[Provided records]

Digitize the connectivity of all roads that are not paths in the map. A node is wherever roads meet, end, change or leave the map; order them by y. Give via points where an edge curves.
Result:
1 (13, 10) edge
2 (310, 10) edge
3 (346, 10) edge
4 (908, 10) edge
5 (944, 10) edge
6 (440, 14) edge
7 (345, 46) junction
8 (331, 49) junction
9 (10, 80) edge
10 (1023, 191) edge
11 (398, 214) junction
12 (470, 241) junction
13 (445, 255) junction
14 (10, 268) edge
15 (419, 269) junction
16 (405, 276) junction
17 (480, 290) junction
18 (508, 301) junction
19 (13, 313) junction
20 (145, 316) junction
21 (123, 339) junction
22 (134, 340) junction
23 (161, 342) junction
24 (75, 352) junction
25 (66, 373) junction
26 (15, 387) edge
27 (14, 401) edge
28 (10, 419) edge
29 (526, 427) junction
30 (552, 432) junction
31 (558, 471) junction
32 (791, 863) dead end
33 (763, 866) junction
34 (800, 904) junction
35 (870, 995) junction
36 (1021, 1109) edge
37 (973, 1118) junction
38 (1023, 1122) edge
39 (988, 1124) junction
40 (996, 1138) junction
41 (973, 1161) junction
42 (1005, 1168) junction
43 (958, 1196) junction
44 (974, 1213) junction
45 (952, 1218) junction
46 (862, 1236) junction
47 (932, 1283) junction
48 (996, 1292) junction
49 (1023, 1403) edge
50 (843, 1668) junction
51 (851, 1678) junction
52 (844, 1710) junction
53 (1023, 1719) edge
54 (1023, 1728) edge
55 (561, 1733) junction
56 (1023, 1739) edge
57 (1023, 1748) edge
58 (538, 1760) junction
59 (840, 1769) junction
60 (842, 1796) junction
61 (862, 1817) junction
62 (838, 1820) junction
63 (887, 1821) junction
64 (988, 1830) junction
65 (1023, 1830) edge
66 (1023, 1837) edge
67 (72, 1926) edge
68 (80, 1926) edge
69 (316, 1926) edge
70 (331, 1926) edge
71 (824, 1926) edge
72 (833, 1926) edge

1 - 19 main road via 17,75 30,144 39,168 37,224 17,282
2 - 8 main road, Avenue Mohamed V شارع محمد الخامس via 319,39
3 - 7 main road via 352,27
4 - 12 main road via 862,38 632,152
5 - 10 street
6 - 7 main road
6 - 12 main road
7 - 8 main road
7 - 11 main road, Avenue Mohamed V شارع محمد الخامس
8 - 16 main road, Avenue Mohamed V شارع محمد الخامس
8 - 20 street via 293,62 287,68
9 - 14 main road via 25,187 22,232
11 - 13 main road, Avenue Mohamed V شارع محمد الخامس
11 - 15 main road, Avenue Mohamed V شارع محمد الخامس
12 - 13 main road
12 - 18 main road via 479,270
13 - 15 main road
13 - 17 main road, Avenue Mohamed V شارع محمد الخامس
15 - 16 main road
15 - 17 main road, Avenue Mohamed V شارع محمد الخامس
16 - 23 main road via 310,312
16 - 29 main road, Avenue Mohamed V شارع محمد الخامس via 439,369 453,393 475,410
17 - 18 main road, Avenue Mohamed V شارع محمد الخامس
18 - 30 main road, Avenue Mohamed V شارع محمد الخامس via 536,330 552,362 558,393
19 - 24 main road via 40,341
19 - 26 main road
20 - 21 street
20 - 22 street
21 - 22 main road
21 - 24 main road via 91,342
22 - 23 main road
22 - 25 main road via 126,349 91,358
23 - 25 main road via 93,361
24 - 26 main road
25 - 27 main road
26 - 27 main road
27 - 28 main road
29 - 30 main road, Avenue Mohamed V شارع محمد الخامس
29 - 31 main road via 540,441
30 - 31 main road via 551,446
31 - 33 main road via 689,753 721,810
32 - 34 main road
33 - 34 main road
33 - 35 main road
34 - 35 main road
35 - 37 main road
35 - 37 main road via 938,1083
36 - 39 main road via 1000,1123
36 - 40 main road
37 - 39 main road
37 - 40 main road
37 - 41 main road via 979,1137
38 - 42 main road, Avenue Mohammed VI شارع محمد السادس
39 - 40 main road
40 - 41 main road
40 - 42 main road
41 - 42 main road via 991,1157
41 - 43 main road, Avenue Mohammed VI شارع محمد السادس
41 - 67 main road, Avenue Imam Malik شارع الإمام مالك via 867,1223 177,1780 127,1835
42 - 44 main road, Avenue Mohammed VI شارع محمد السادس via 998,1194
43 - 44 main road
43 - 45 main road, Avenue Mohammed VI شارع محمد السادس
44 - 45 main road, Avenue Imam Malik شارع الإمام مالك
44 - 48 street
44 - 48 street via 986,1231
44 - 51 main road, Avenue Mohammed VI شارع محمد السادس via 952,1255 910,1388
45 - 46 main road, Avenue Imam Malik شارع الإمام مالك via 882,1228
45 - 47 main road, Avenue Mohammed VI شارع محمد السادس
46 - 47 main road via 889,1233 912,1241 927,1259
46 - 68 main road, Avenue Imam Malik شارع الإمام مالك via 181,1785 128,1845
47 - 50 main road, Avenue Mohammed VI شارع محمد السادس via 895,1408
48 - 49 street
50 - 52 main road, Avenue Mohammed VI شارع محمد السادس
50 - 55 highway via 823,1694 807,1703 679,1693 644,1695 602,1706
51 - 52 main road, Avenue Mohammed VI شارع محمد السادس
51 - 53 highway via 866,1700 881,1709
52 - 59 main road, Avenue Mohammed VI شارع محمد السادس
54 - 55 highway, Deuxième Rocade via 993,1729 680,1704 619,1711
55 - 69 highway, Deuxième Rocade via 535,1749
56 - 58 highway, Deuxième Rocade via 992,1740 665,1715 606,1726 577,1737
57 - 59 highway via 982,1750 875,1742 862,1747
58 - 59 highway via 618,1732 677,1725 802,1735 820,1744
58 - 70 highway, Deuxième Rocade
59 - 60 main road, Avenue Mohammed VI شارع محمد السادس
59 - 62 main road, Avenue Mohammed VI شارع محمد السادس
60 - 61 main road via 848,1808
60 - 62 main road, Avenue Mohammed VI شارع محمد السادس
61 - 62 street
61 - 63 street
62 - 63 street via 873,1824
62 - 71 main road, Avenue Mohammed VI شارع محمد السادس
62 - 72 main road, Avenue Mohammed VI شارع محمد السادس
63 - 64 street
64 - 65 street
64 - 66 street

[/Provided records]

| Aim of the task |
Give all the records again. Match them exactly.

| Response area |
Digitize the connectivity of all roads that are not paths in the map. A node is wherever roads meet, end, change or leave the map; order them by y. Give via points where an edge curves.
Result:
1 (13, 10) edge
2 (310, 10) edge
3 (346, 10) edge
4 (908, 10) edge
5 (944, 10) edge
6 (440, 14) edge
7 (345, 46) junction
8 (331, 49) junction
9 (10, 80) edge
10 (1023, 191) edge
11 (398, 214) junction
12 (470, 241) junction
13 (445, 255) junction
14 (10, 268) edge
15 (419, 269) junction
16 (405, 276) junction
17 (480, 290) junction
18 (508, 301) junction
19 (13, 313) junction
20 (145, 316) junction
21 (123, 339) junction
22 (134, 340) junction
23 (161, 342) junction
24 (75, 352) junction
25 (66, 373) junction
26 (15, 387) edge
27 (14, 401) edge
28 (10, 419) edge
29 (526, 427) junction
30 (552, 432) junction
31 (558, 471) junction
32 (791, 863) dead end
33 (763, 866) junction
34 (800, 904) junction
35 (870, 995) junction
36 (1021, 1109) edge
37 (973, 1118) junction
38 (1023, 1122) edge
39 (988, 1124) junction
40 (996, 1138) junction
41 (973, 1161) junction
42 (1005, 1168) junction
43 (958, 1196) junction
44 (974, 1213) junction
45 (952, 1218) junction
46 (862, 1236) junction
47 (932, 1283) junction
48 (996, 1292) junction
49 (1023, 1403) edge
50 (843, 1668) junction
51 (851, 1678) junction
52 (844, 1710) junction
53 (1023, 1719) edge
54 (1023, 1728) edge
55 (561, 1733) junction
56 (1023, 1739) edge
57 (1023, 1748) edge
58 (538, 1760) junction
59 (840, 1769) junction
60 (842, 1796) junction
61 (862, 1817) junction
62 (838, 1820) junction
63 (887, 1821) junction
64 (988, 1830) junction
65 (1023, 1830) edge
66 (1023, 1837) edge
67 (72, 1926) edge
68 (80, 1926) edge
69 (316, 1926) edge
70 (331, 1926) edge
71 (824, 1926) edge
72 (833, 1926) edge

1 - 19 main road via 17,75 30,144 39,168 37,224 17,282
2 - 8 main road, Avenue Mohamed V شارع محمد الخامس via 319,39
3 - 7 main road via 352,27
4 - 12 main road via 862,38 632,152
5 - 10 street
6 - 7 main road
6 - 12 main road
7 - 8 main road
7 - 11 main road, Avenue Mohamed V شارع محمد الخامس
8 - 16 main road, Avenue Mohamed V شارع محمد الخامس
8 - 20 street via 293,62 287,68
9 - 14 main road via 25,187 22,232
11 - 13 main road, Avenue Mohamed V شارع محمد الخامس
11 - 15 main road, Avenue Mohamed V شارع محمد الخامس
12 - 13 main road
12 - 18 main road via 479,270
13 - 15 main road
13 - 17 main road, Avenue Mohamed V شارع محمد الخامس
15 - 16 main road
15 - 17 main road, Avenue Mohamed V شارع محمد الخامس
16 - 23 main road via 310,312
16 - 29 main road, Avenue Mohamed V شارع محمد الخامس via 439,369 453,393 475,410
17 - 18 main road, Avenue Mohamed V شارع محمد الخامس
18 - 30 main road, Avenue Mohamed V شارع محمد الخامس via 536,330 552,362 558,393
19 - 24 main road via 40,341
19 - 26 main road
20 - 21 street
20 - 22 street
21 - 22 main road
21 - 24 main road via 91,342
22 - 23 main road
22 - 25 main road via 126,349 91,358
23 - 25 main road via 93,361
24 - 26 main road
25 - 27 main road
26 - 27 main road
27 - 28 main road
29 - 30 main road, Avenue Mohamed V شارع محمد الخامس
29 - 31 main road via 540,441
30 - 31 main road via 551,446
31 - 33 main road via 689,753 721,810
32 - 34 main road
33 - 34 main road
33 - 35 main road
34 - 35 main road
35 - 37 main road
35 - 37 main road via 938,1083
36 - 39 main road via 1000,1123
36 - 40 main road
37 - 39 main road
37 - 40 main road
37 - 41 main road via 979,1137
38 - 42 main road, Avenue Mohammed VI شارع محمد السادس
39 - 40 main road
40 - 41 main road
40 - 42 main road
41 - 42 main road via 991,1157
41 - 43 main road, Avenue Mohammed VI شارع محمد السادس
41 - 67 main road, Avenue Imam Malik شارع الإمام مالك via 867,1223 177,1780 127,1835
42 - 44 main road, Avenue Mohammed VI شارع محمد السادس via 998,1194
43 - 44 main road
43 - 45 main road, Avenue Mohammed VI شارع محمد السادس
44 - 45 main road, Avenue Imam Malik شارع الإمام مالك
44 - 48 street
44 - 48 street via 986,1231
44 - 51 main road, Avenue Mohammed VI شارع محمد السادس via 952,1255 910,1388
45 - 46 main road, Avenue Imam Malik شارع الإمام مالك via 882,1228
45 - 47 main road, Avenue Mohammed VI شارع محمد السادس
46 - 47 main road via 889,1233 912,1241 927,1259
46 - 68 main road, Avenue Imam Malik شارع الإمام مالك via 181,1785 128,1845
47 - 50 main road, Avenue Mohammed VI شارع محمد السادس via 895,1408
48 - 49 street
50 - 52 main road, Avenue Mohammed VI شارع محمد السادس
50 - 55 highway via 823,1694 807,1703 679,1693 644,1695 602,1706
51 - 52 main road, Avenue Mohammed VI شارع محمد السادس
51 - 53 highway via 866,1700 881,1709
52 - 59 main road, Avenue Mohammed VI شارع محمد السادس
54 - 55 highway, Deuxième Rocade via 993,1729 680,1704 619,1711
55 - 69 highway, Deuxième Rocade via 535,1749
56 - 58 highway, Deuxième Rocade via 992,1740 665,1715 606,1726 577,1737
57 - 59 highway via 982,1750 875,1742 862,1747
58 - 59 highway via 618,1732 677,1725 802,1735 820,1744
58 - 70 highway, Deuxième Rocade
59 - 60 main road, Avenue Mohammed VI شارع محمد السادس
59 - 62 main road, Avenue Mohammed VI شارع محمد السادس
60 - 61 main road via 848,1808
60 - 62 main road, Avenue Mohammed VI شارع محمد السادس
61 - 62 street
61 - 63 street
62 - 63 street via 873,1824
62 - 71 main road, Avenue Mohammed VI شارع محمد السادس
62 - 72 main road, Avenue Mohammed VI شارع محمد السادس
63 - 64 street
64 - 65 street
64 - 66 street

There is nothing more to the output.